What really surprised the team was the discovery that the tribespeople had nearly 30 antibiotic resistant genes that were never before known to science.
AFP / Leo Ramirez
A Yanomami woman walks with her child on her back at Irotatheri community, in Amazonas state, southern Venezuela, on September 8, 2012
Even more, these genes were resistant to some of the world's most recently developed synthetic antibiotics.
"It was alarming to us to find genes that would inactivate these modern synthetic drugs in the Yanomami population," said co-author Gautam Dantas from the Washington University School of Medicine.
"We see this as one more piece of clear evidence that antibiotic resistance is indeed a natural feature of the human microbiota but that it's primed to be activated and amplified for greater resistance after antibiotic use," he told reporters.
The modern era of antibiotics began in the 1940s when penicillin quickly became a popular drug. Many more types of antibiotics were discovered and marketed from the 1950s to 1970s. Most originated in soil.
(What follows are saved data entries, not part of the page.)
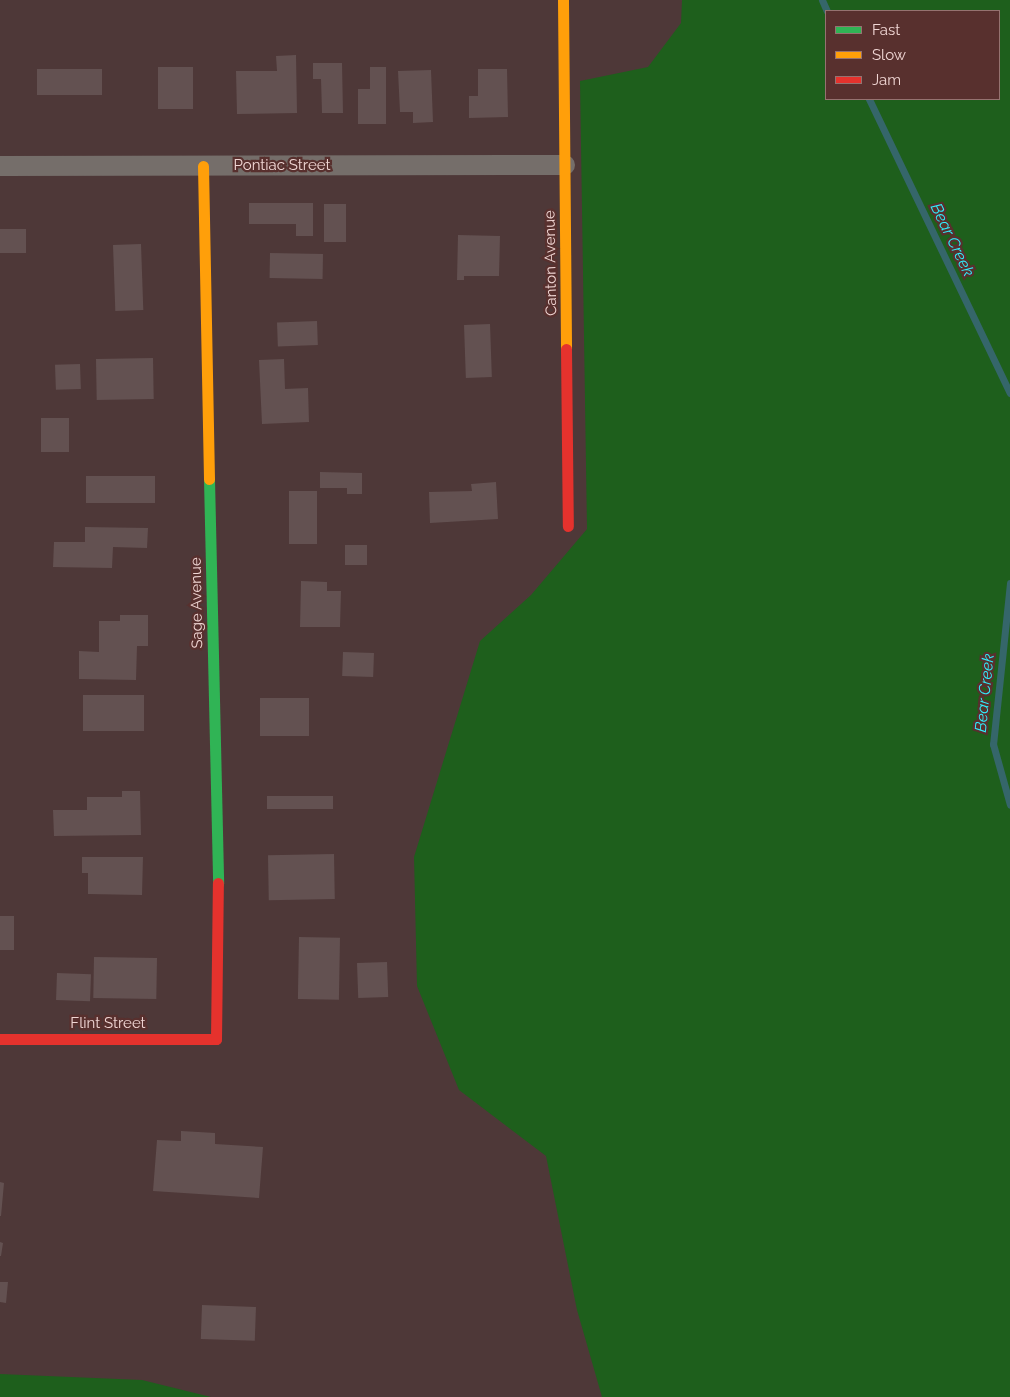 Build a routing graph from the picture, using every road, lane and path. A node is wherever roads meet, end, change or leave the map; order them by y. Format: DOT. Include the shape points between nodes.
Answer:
graph roads {
  1 [pos="563,0"];
  2 [pos="565,165"];
  3 [pos="0,166"];
  4 [pos="203,166"];
  5 [pos="568,526"];
  6 [pos="0,1039"];
  7 [pos="216,1039"];
  1 -- 2 [label="street, Canton Avenue"];
  2 -- 4 [label="street, Pontiac Street"];
  2 -- 5 [label="street, Canton Avenue"];
  3 -- 4 [label="street, Pontiac Street"];
  4 -- 7 [label="street, Sage Avenue" via="218,904"];
  6 -- 7 [label="street, Flint Street"];
} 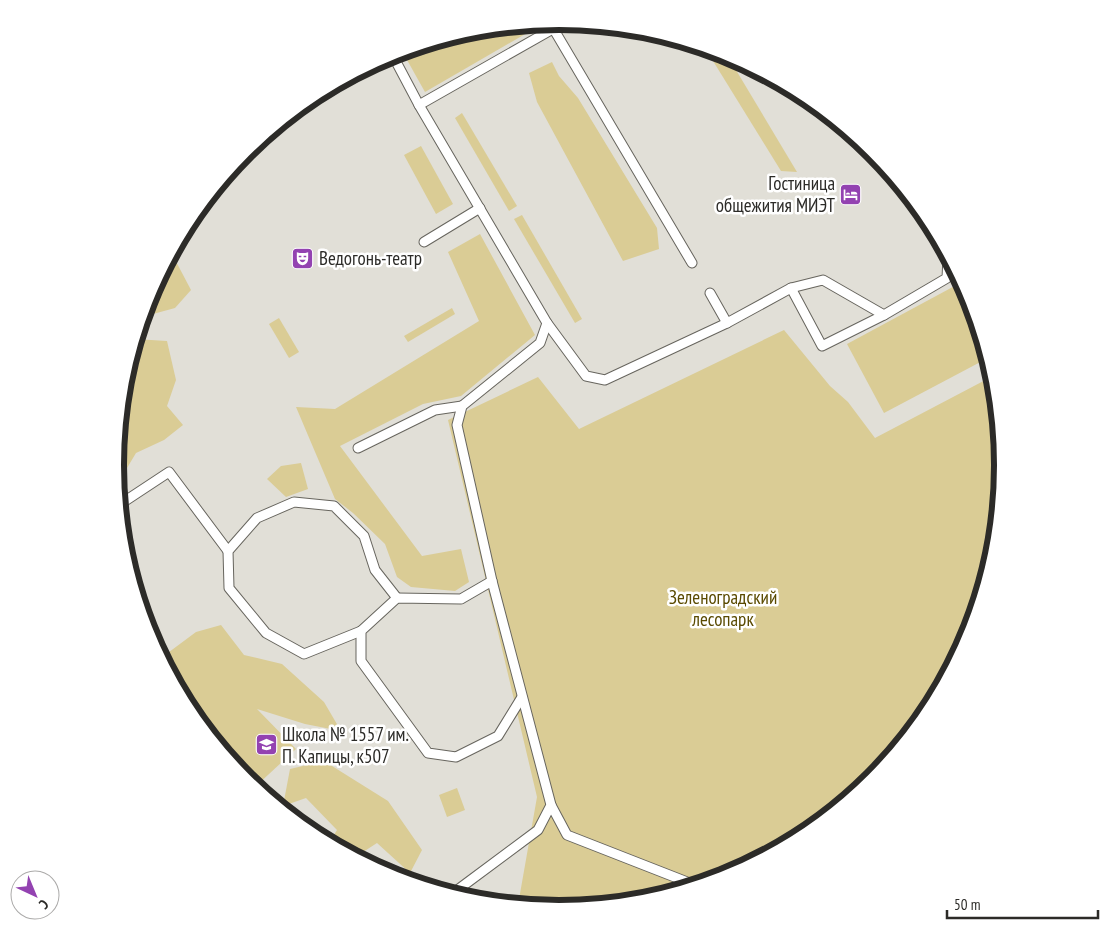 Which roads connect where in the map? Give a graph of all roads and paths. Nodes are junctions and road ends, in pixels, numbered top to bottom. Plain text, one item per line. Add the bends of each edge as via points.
1 (549, 30) edge
2 (554, 30) edge
3 (396, 62) edge
4 (419, 106) junction
5 (480, 208) junction
6 (424, 242) dead end
7 (692, 262) dead end
8 (947, 269) edge
9 (791, 288) junction
10 (710, 293) dead end
11 (884, 315) junction
12 (547, 323) junction
13 (727, 323) junction
14 (462, 406) junction
15 (358, 448) dead end
16 (125, 501) edge
17 (228, 551) junction
18 (492, 581) junction
19 (397, 598) junction
20 (361, 631) junction
21 (522, 697) junction
22 (551, 805) junction
23 (685, 881) edge
24 (460, 888) edge

1 - 4 lane
2 - 7 lane
3 - 4 lane
4 - 5 lane
5 - 6 lane
5 - 12 lane
8 - 11 lane via 946,278
9 - 11 lane via 823,280
9 - 11 lane via 822,346
9 - 13 lane
10 - 13 lane
12 - 13 lane via 586,376 606,380
12 - 14 lane via 540,343
14 - 15 lane via 435,410
14 - 18 lane via 457,425
16 - 17 lane via 169,472
17 - 19 lane via 257,518 294,502 334,506 364,536 375,570
17 - 20 lane via 229,588 266,632 304,654
18 - 19 lane via 461,599
18 - 21 lane
19 - 20 lane
20 - 21 lane via 361,661 428,753 456,757 498,736
21 - 22 lane
22 - 23 lane via 567,835
22 - 24 lane via 538,830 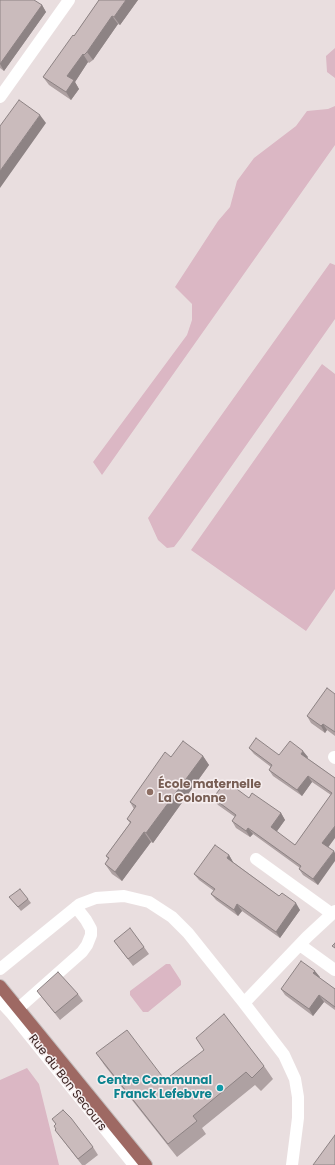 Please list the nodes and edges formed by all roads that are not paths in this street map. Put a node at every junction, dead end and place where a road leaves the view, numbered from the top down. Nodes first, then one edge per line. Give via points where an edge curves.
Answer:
1 (69, 0) edge
2 (0, 97) edge
3 (256, 859) dead end
4 (76, 907) junction
5 (334, 913) edge
6 (300, 945) junction
7 (0, 969) edge
8 (335, 970) edge
9 (0, 986) edge
10 (0, 1001) edge
11 (244, 1003) junction
12 (15, 1011) junction
13 (31, 1037) junction
14 (134, 1165) edge
15 (146, 1165) edge
16 (292, 1165) edge

1 - 2 street
3 - 5 street
4 - 7 street
4 - 11 street via 88,900 114,896 131,897 155,905 180,924
4 - 12 street via 91,929 87,945
5 - 6 street
6 - 8 street
6 - 11 street
9 - 12 main road, Rue du Bon Secours
10 - 12 street, Rue du Bon Secours
11 - 16 street via 279,1046 293,1072 298,1106
12 - 13 main road, Rue du Bon Secours
13 - 14 street, Rue du Bon Secours
13 - 15 main road, Rue du Bon Secours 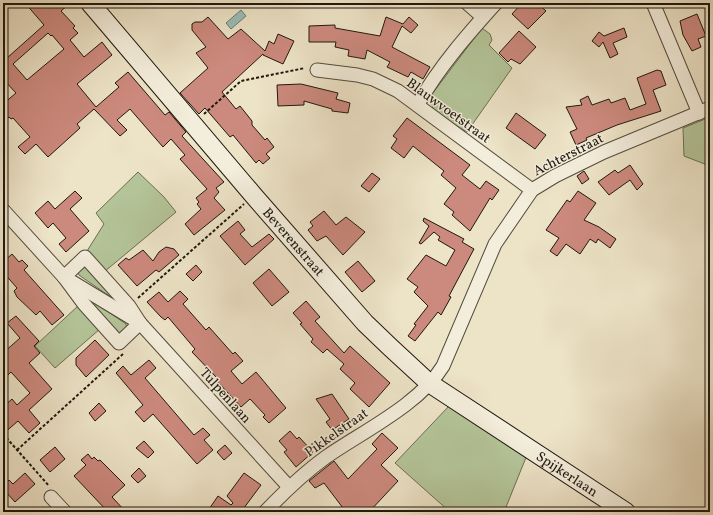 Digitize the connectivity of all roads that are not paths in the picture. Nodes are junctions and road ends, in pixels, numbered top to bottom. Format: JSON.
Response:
{"nodes":[{"id":1,"x":90,"y":3,"type":"edge"},
{"id":2,"x":467,"y":3,"type":"edge"},
{"id":3,"x":496,"y":3,"type":"edge"},
{"id":4,"x":652,"y":3,"type":"edge"},
{"id":5,"x":483,"y":17,"type":"junction"},
{"id":6,"x":317,"y":70,"type":"road end"},
{"id":7,"x":418,"y":104,"type":"junction"},
{"id":8,"x":704,"y":111,"type":"edge"},
{"id":9,"x":532,"y":190,"type":"junction"},
{"id":10,"x":3,"y":210,"type":"edge"},
{"id":11,"x":64,"y":277,"type":"junction"},
{"id":12,"x":140,"y":323,"type":"junction"},
{"id":13,"x":429,"y":382,"type":"junction"},
{"id":14,"x":528,"y":448,"type":"joint"},
{"id":15,"x":289,"y":487,"type":"junction"},
{"id":16,"x":51,"y":497,"type":"road end"},
{"id":17,"x":65,"y":512,"type":"edge"},
{"id":18,"x":265,"y":512,"type":"edge"},
{"id":19,"x":626,"y":512,"type":"edge"}],
"edges":[{"from":1,"to":13,"type":"street","name":"Beverenstraat"},
{"from":2,"to":5,"type":"street"},
{"from":3,"to":5,"type":"street"},
{"from":4,"to":8,"type":"street"},
{"from":5,"to":7,"type":"street"},
{"from":6,"to":7,"type":"street","name":"Blauwvoetstraat"},
{"from":7,"to":9,"type":"street","name":"Blauwvoetstraat"},
{"from":8,"to":9,"type":"street","name":"Achterstraat"},
{"from":9,"to":13,"type":"street","name":"Achterstraat"},
{"from":10,"to":11,"type":"street","name":"Tulpenlaan"},
{"from":11,"to":12,"type":"street","name":"Tulpenlaan"},
{"from":11,"to":12,"type":"street","name":"Tulpenlaan"},
{"from":11,"to":12,"type":"street","name":"Tulpenlaan"},
{"from":12,"to":15,"type":"street","name":"Tulpenlaan"},
{"from":13,"to":14,"type":"street","name":"Beverenstraat"},
{"from":13,"to":15,"type":"street","name":"Pikkelstraat"},
{"from":14,"to":19,"type":"street","name":"Spijkerlaan"},
{"from":15,"to":18,"type":"street","name":"Pikkelstraat"},
{"from":16,"to":17,"type":"street"}]} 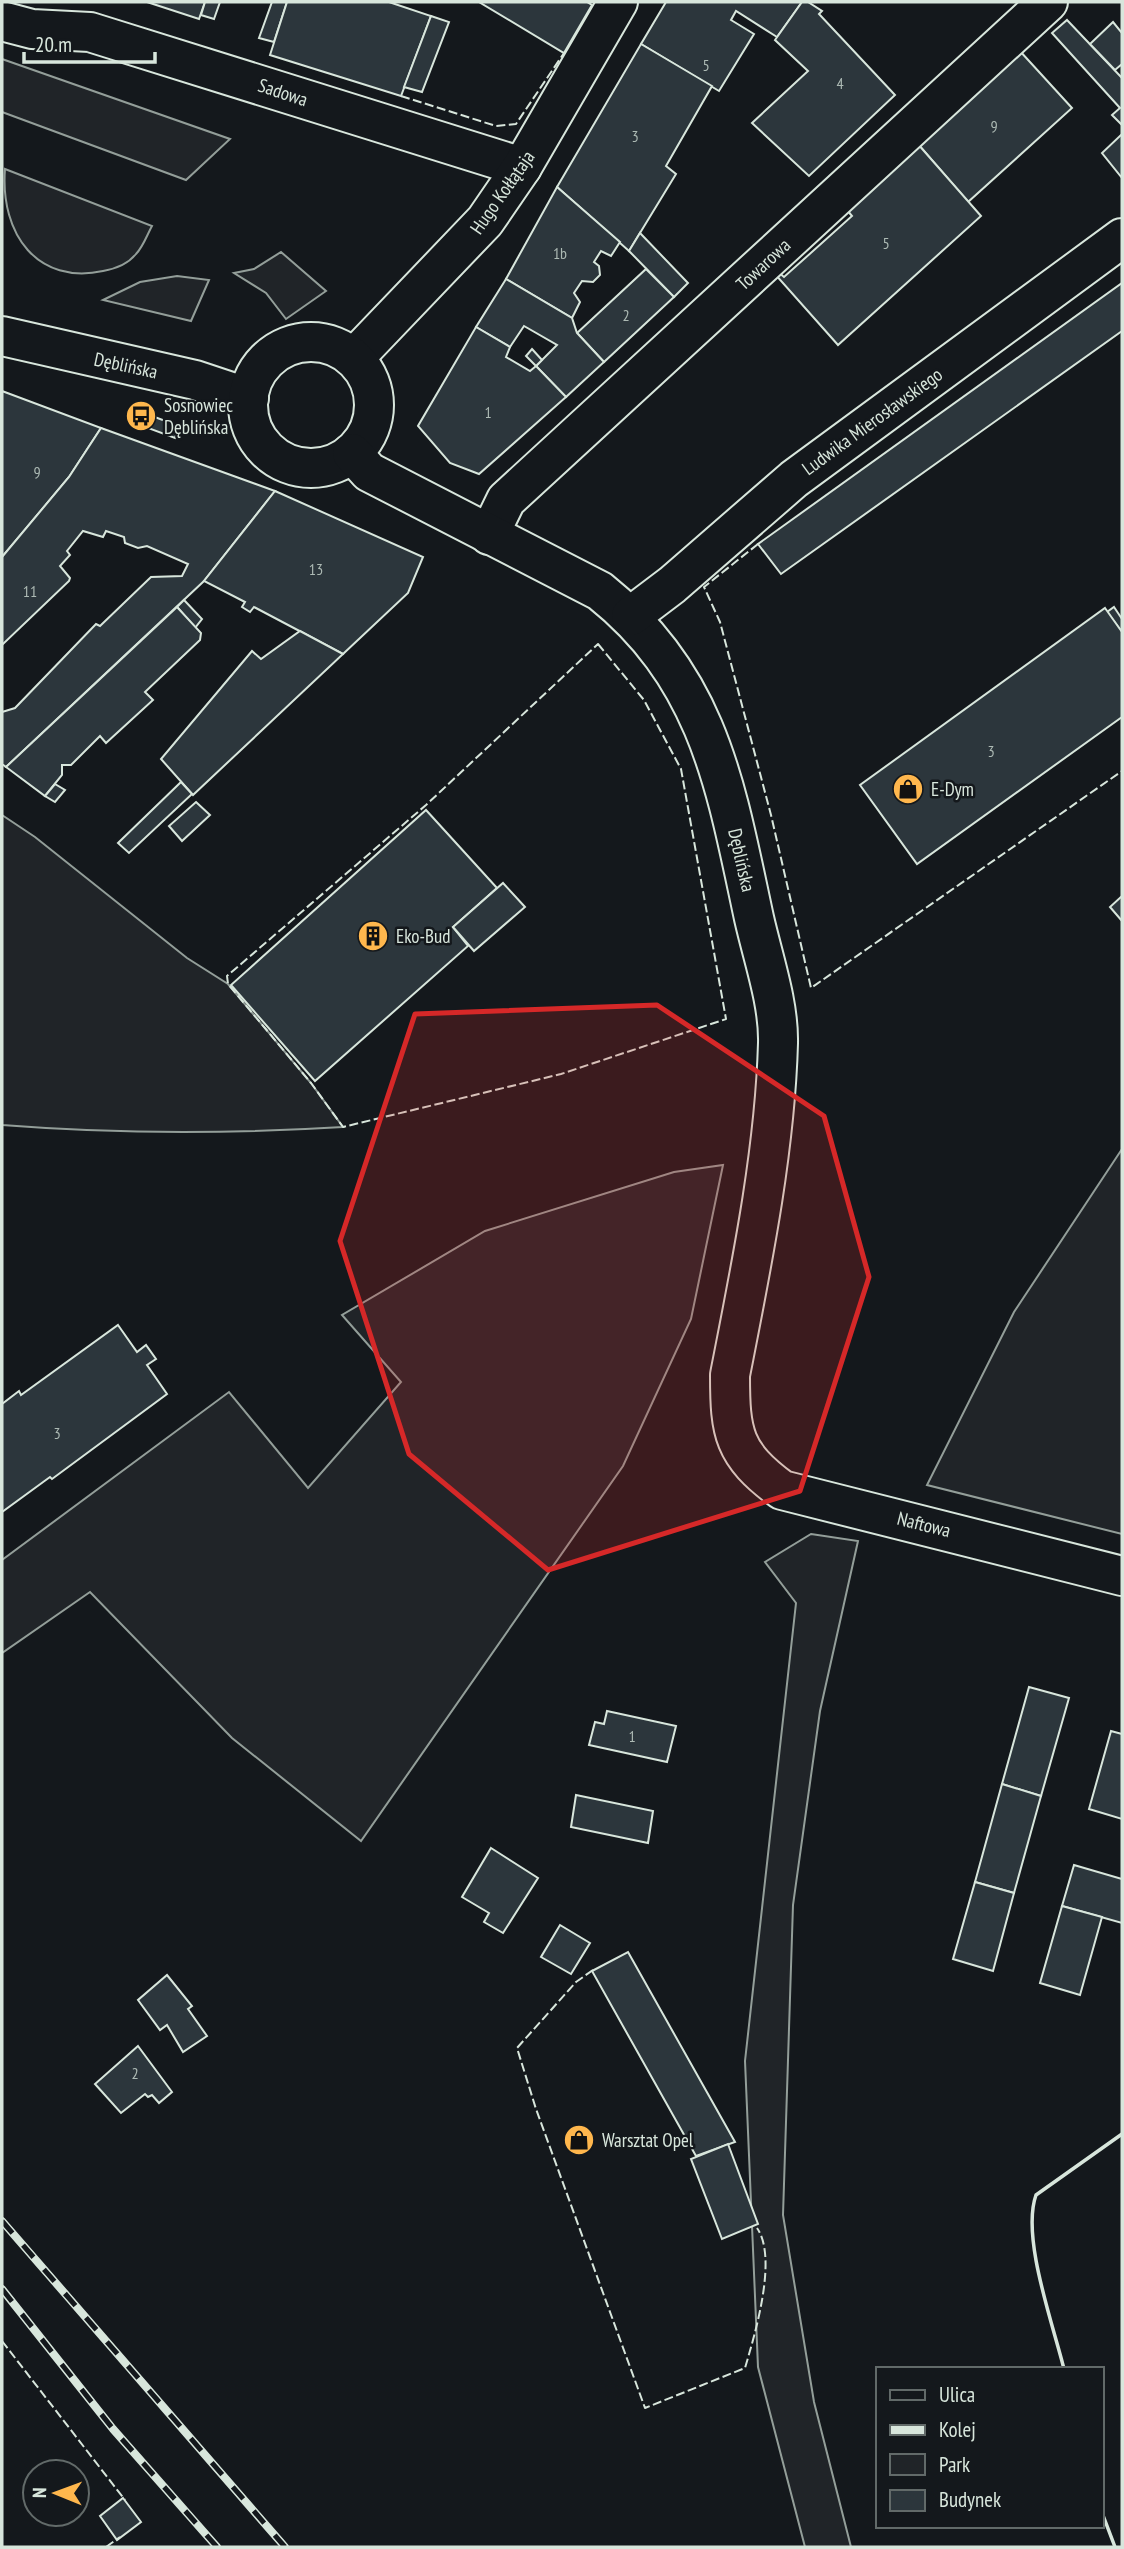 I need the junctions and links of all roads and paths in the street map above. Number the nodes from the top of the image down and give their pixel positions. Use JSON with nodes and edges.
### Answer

But widespread use of antibiotics in people and livestock has raised concern about an approaching era when antibiotics may not work at all, heralding the return of stubborn infections that turn fatal instead of treatable.
Already, drug-resistant superbugs are on the rise, particularly in hospitals, where they kill tens of thousands of people in the West each year.
The latest research "emphasizes the need to ramp up our research for new antibiotics because otherwise we're going to lose this battle against infectious diseases," said Dantas.